WHAT TO PRODUCE = Going through the data below, please show each line containing the string "Greywing".

**********

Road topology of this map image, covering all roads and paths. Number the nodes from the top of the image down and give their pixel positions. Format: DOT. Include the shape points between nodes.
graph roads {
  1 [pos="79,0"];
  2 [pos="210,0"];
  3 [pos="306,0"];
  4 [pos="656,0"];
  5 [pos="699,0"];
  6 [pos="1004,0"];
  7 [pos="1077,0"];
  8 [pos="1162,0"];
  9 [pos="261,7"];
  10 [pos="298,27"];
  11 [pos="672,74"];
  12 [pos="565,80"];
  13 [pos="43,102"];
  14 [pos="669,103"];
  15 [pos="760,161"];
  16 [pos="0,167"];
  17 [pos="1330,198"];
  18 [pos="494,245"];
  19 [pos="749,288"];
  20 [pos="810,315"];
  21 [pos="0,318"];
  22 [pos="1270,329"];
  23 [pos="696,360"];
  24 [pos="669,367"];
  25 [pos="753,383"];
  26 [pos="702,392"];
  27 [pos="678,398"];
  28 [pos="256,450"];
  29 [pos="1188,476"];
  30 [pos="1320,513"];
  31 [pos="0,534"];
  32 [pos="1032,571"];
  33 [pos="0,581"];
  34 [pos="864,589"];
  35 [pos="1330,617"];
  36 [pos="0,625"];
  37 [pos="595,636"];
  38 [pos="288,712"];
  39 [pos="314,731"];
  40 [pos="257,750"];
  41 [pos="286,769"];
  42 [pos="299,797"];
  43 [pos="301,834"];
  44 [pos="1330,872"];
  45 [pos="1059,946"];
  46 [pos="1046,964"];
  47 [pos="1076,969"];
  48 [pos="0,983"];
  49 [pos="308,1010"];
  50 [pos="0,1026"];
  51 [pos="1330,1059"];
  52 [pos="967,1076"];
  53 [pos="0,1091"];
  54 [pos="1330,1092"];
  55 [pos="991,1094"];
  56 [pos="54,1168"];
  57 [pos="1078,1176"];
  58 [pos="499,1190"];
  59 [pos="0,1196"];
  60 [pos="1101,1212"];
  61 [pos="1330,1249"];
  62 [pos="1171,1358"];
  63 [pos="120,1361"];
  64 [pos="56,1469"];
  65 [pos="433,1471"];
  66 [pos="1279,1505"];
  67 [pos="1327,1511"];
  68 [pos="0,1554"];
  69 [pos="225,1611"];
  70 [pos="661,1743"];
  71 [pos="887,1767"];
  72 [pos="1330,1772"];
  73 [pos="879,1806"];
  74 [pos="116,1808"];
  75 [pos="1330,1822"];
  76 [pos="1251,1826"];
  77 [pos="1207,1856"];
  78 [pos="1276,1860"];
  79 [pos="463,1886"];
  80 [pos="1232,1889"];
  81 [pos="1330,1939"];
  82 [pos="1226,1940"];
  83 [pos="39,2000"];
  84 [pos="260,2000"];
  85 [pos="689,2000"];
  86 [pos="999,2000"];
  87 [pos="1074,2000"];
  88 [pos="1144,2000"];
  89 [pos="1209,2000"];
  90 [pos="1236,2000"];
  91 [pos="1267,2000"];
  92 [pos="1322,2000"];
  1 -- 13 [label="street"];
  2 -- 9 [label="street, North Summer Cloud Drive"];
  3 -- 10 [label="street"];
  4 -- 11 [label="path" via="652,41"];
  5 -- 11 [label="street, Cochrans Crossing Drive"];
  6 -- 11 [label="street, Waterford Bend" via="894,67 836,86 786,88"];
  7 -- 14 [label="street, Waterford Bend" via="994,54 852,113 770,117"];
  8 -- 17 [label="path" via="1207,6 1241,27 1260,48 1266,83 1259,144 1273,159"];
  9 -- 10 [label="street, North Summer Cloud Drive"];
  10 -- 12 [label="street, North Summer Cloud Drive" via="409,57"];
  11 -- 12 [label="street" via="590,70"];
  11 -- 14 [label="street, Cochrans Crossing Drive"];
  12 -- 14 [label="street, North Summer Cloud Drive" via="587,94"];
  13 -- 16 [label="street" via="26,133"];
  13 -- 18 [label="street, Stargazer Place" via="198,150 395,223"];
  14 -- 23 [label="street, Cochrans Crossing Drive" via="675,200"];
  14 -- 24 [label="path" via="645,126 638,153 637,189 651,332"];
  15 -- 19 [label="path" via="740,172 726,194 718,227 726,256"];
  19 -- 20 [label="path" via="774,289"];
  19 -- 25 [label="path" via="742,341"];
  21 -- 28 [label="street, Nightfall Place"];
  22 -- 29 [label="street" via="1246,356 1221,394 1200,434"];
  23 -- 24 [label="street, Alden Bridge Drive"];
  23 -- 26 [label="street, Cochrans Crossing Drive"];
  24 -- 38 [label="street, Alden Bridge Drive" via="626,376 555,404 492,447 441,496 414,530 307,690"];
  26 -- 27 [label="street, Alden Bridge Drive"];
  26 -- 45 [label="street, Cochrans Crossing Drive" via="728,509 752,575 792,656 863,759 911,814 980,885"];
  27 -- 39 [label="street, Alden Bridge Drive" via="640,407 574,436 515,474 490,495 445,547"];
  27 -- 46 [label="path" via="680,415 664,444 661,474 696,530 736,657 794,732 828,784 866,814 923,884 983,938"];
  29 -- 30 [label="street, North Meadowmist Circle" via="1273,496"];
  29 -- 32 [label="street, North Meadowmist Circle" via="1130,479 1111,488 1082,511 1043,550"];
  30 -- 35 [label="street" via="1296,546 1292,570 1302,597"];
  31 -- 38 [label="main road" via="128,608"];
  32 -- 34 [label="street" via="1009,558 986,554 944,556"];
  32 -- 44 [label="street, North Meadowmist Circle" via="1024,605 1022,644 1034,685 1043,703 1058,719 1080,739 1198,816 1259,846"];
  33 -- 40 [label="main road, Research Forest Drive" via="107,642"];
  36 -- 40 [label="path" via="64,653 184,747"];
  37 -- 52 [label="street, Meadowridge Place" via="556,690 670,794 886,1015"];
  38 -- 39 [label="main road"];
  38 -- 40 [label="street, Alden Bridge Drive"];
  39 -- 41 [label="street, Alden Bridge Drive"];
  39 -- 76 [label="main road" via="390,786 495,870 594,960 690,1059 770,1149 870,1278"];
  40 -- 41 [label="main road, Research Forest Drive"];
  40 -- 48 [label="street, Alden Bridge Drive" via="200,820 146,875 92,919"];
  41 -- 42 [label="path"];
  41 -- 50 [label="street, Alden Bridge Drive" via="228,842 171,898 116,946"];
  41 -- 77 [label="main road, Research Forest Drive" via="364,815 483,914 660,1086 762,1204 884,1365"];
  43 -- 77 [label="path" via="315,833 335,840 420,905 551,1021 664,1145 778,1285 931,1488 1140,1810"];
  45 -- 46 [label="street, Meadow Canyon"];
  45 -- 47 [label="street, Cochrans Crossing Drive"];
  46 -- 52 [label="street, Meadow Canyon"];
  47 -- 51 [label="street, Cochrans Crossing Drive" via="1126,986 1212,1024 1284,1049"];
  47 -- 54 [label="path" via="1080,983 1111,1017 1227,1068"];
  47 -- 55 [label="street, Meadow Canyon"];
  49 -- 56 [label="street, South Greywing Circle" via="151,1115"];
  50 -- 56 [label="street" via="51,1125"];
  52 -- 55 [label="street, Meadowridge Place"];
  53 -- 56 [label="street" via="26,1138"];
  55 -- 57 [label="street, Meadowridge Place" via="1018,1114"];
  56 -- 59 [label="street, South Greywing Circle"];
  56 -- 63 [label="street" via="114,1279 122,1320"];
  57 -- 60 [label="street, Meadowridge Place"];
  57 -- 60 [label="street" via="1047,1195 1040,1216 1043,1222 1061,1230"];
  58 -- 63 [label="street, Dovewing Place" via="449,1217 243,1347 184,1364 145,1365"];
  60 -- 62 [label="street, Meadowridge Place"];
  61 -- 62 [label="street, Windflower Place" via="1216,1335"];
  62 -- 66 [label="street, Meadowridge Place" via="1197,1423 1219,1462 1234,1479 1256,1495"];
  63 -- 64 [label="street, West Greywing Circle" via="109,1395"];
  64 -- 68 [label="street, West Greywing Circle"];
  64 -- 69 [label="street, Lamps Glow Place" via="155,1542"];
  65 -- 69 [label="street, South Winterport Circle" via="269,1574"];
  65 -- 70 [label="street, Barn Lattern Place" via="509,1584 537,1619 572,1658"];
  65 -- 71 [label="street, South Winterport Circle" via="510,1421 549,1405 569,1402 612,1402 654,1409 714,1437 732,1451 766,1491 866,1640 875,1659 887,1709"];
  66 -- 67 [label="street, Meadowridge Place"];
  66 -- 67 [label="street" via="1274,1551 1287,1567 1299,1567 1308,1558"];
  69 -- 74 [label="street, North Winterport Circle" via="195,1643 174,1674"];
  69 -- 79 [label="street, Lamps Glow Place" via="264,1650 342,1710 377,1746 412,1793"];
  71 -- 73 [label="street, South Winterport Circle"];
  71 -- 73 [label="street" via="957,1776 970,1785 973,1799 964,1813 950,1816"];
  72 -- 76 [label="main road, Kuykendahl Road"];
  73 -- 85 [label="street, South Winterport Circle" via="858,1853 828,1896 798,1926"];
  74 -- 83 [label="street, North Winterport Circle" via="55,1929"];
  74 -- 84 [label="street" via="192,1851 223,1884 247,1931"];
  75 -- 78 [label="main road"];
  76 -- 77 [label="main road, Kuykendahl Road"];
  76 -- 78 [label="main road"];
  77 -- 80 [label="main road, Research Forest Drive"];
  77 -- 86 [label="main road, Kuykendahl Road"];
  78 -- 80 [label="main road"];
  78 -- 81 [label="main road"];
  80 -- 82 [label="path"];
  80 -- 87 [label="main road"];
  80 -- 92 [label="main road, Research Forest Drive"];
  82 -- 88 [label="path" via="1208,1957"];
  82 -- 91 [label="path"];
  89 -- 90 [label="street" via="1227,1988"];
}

**********

SOLUTION FOR THIS EXERCISE =
  49 -- 56 [label="street, South Greywing Circle" via="151,1115"];
  56 -- 59 [label="street, South Greywing Circle"];
  63 -- 64 [label="street, West Greywing Circle" via="109,1395"];
  64 -- 68 [label="street, West Greywing Circle"];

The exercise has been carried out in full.